This article by Simon Chapple, author of the book Mastering Parallel Programming with R, helps us understand the intricacies of parallel computing. Here, we'll take a look into Delores' Crystal Ball at what the future holds for massively parallel computation that will likely have a significant impact on the world of R programming, particularly when applied to big data.

(For more resources related to this topic, see here.)

Three steps to successful parallelization

The following three-step distilled guidance is intended to help you decide what form of parallelism might be best suited for your particular algorithm/problem and summarizes what you learned throughout this article. Necessarily, it applies a level of generalization, so approach these guidelines with due consideration:

Determine the type of parallelism that may best apply to your algorithm.
Is the problem you are solving more computationally bound or data bound? If the former, then your problem may be amenable to GPUs; if the latter, then your problem may be more amenable to cluster-based computing; and if your problem requires a complex processing chain, then consider using the Spark framework.

Can you divide the problem data/space to achieve a balanced workload across all processes, or do you need to employ an adaptive load-balancing scheme—for example, a task farm-based approach?

Does your problem/algorithm naturally divide spatially? If so, consider whether a grid-based parallel approach can be used.

Perhaps your problem is on an epic scale? If so, maybe you can develop your message passing-based code and run it on a supercomputer.

Is there an implied sequential dependency between tasks; that is, do processes need to cooperate and share data during their computation, or can each separate divided task be executed entirely independently of one another?

A large proportion of parallel algorithms typically have a work distribution phase, a parallel computation phase, and a result aggregation phase.
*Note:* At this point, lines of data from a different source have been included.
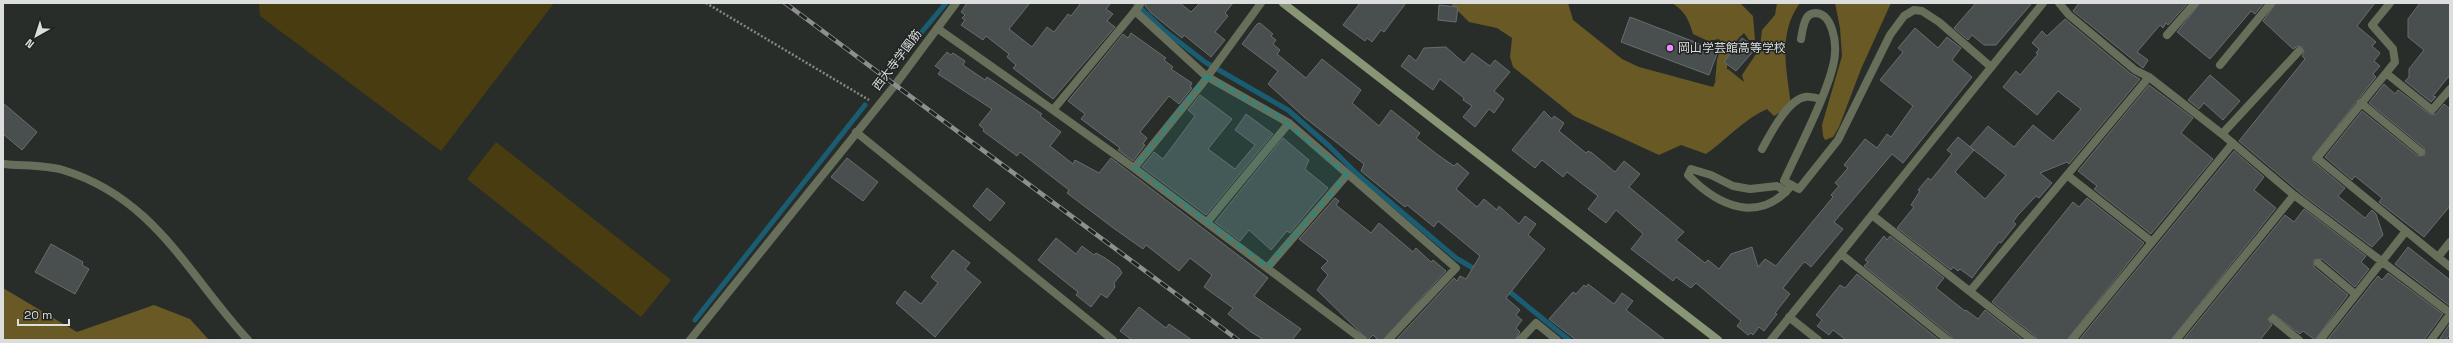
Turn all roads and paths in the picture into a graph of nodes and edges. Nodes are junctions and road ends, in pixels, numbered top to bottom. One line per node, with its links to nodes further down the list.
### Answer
1 (706, 3): 23 (path)
2 (956, 3): 11 (street, 西大寺学園筋)
3 (1261, 3): 17 (street)
4 (1283, 3): 61 (street)
5 (2043, 3): 16 (street)
6 (2059, 3): 19 (street)
7 (2196, 3): 12 (street)
8 (2271, 3): 15 (street)
9 (2390, 3): 18 (street)
10 (1137, 8): 17 (street); 24 (street)
11 (936, 28): 23 (street, 西大寺学園筋); 24 (street)
12 (2167, 35)
13 (1801, 39): 21 (street)
14 (2299, 51): 27 (street)
15 (2220, 65)
16 (1991, 67): 35 (street); 38 (street)
17 (1211, 70): 25 (street); 32 (street)
18 (2386, 73): 20 (street); 22 (street)
19 (2149, 77): 27 (street); 34 (street)
20 (2450, 89)
21 (1821, 99): 29 (street); 35 (street)
22 (2361, 103): 30 (street); 40 (street)
23 (878, 105): 26 (street, 西大寺学園筋)
24 (1053, 110): 32 (street)
25 (1289, 123): 33 (street); 39 (street)
26 (856, 132): 55 (street, 西大寺学園筋); 56 (street)
27 (2222, 134): 28 (street)
28 (2233, 143): 37 (street); 41 (street)
29 (1762, 150)
30 (2421, 152)
31 (3, 164): 54 (street)
32 (1134, 168): 39 (street)
33 (1347, 175): 47 (street); 58 (street)
34 (2067, 175): 41 (street); 49 (street)
35 (1792, 186): 36 (street)
36 (1786, 192): 36 (street)
37 (2294, 195): 45 (street); 67 (street)
38 (1872, 214): 43 (street); 49 (street)
39 (1208, 221): 47 (street)
40 (2406, 231): 44 (street); 45 (street)
41 (2152, 242): 66 (street)
42 (2450, 242): 44 (street)
43 (1840, 254): 52 (street); 64 (street)
44 (2438, 257): 48 (street)
45 (2381, 262): 50 (street); 51 (street)
46 (2318, 263): 50 (street)
47 (1268, 267): 57 (street)
48 (2450, 267)
49 (1971, 290): 65 (street)
50 (2355, 294): 69 (street)
51 (2450, 314): 70 (street)
52 (1789, 317): 62 (street); 63 (street)
53 (2273, 319): 68 (street)
54 (248, 340)
55 (690, 340)
56 (1113, 340)
57 (1363, 340)
58 (1388, 340)
59 (1520, 340): 60 (street)
60 (1557, 340)
61 (1718, 340)
62 (1771, 340)
63 (1818, 340)
64 (1948, 340)
65 (2032, 340)
66 (2072, 340)
67 (2176, 340)
68 (2299, 340)
69 (2320, 340)
70 (2432, 340)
To reduce the overhead of the startup and close down phases, consider whether a Tree-based approach to work distribution and result aggregation may be appropriate in your case.
Ensure that the basis of the compute in your algorithm has optimal implementation.
Profile your code in serial to determine whether there are any bottlenecks, and target these for improvement.

Is there an existing parallel implementation similar to your algorithm that you can use directly or adopt?

Review CRAN Task View: High-Performance and Parallel Computing with R at https://cran.r-project.org/web/views/HighPerformanceComputing.html; in particular, take a look at the subsection entitled Parallel Computing: Applications, a snapshot of which at the time of writing can be seen in the following figure:

Figure 1: CRAN provides various parallelized packages you can use in your own program.
Test and evaluate the parallel efficiency of your implementation.
Use the P-estimated form of Amdahl's Law to predict the level of scalability you can achieve.

Test your algorithm at varying amounts of parallelism, particularly odd numbers that trigger edge-case behaviors. Don't forget to run with just a single process. Running with more processes than processors will lead to trigger-lurking deadlock/race conditions (this is most applicable to message passing-based implementations).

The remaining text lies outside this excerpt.